++++ Source records
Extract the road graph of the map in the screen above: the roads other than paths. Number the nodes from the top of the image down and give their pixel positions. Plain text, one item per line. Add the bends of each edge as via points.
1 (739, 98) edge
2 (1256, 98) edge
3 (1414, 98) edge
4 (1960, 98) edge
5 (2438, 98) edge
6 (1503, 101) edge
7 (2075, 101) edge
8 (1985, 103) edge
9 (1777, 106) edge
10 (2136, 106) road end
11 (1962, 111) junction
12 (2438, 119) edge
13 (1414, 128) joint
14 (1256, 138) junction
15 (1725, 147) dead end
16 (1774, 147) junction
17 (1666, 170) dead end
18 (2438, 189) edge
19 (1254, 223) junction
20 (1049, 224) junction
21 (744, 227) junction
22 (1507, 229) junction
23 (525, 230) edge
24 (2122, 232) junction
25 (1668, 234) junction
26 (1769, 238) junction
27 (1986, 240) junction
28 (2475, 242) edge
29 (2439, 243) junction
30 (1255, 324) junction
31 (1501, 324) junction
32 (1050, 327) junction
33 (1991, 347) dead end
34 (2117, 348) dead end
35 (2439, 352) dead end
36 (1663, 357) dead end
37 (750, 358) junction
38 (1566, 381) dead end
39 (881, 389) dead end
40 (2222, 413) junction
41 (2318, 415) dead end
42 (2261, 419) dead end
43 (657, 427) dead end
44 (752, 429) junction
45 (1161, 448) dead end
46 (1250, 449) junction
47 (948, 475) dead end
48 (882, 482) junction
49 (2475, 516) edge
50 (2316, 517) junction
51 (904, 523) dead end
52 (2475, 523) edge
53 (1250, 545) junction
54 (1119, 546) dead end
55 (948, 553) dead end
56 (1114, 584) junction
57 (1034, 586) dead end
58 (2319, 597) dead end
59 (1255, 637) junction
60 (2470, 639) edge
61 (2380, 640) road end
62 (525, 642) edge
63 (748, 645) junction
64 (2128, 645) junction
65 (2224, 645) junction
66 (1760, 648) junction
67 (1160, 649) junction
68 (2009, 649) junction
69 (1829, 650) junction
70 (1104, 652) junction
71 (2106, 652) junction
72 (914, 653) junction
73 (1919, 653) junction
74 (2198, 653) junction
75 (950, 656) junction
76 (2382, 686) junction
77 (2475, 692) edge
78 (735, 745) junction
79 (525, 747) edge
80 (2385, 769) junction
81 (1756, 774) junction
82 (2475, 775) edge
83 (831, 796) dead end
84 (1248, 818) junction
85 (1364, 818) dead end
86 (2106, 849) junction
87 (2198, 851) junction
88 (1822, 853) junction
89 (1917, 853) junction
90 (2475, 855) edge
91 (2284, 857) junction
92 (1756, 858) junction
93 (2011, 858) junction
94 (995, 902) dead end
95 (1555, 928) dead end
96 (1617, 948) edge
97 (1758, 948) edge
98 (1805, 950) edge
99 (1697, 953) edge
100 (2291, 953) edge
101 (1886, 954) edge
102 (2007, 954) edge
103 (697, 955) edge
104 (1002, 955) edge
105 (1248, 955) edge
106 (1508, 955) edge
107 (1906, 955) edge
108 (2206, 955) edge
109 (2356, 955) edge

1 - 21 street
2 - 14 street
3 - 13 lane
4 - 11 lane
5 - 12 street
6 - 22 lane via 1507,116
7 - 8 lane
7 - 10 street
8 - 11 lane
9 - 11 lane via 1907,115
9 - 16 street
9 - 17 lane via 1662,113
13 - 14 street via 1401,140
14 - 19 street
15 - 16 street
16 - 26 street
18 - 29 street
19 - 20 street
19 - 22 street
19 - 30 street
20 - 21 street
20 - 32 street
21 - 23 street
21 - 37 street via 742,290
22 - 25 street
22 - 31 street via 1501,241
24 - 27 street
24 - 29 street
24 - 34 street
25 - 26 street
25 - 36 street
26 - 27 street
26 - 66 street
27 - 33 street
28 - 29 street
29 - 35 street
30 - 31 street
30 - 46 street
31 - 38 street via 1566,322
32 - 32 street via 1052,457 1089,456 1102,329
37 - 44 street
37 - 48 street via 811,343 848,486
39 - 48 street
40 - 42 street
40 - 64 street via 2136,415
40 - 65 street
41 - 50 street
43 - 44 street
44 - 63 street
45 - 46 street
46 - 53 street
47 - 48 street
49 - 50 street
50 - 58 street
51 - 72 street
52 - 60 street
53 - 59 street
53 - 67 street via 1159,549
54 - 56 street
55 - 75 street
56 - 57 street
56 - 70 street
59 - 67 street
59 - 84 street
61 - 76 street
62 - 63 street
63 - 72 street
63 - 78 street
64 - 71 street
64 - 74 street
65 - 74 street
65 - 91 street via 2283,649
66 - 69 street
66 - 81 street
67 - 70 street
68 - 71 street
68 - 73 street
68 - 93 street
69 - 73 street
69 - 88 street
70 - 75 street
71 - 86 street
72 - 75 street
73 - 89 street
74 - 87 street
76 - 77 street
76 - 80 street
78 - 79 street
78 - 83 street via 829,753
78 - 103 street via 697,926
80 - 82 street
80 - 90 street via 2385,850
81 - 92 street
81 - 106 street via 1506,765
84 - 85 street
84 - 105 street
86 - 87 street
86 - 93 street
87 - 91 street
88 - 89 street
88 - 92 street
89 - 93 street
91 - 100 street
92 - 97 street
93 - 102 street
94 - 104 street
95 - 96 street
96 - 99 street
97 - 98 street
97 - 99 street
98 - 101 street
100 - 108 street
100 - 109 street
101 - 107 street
++++++++
(Task details): In the entries, find every line holding "road" and copy it.

(Answer):
Extract the road graph of the map in the screen above: the roads other than paths. Number the nodes from the top of the image down and give their pixel positions. Plain text, one item per line. Add the bends of each edge as via points.
10 (2136, 106) road end
61 (2380, 640) road end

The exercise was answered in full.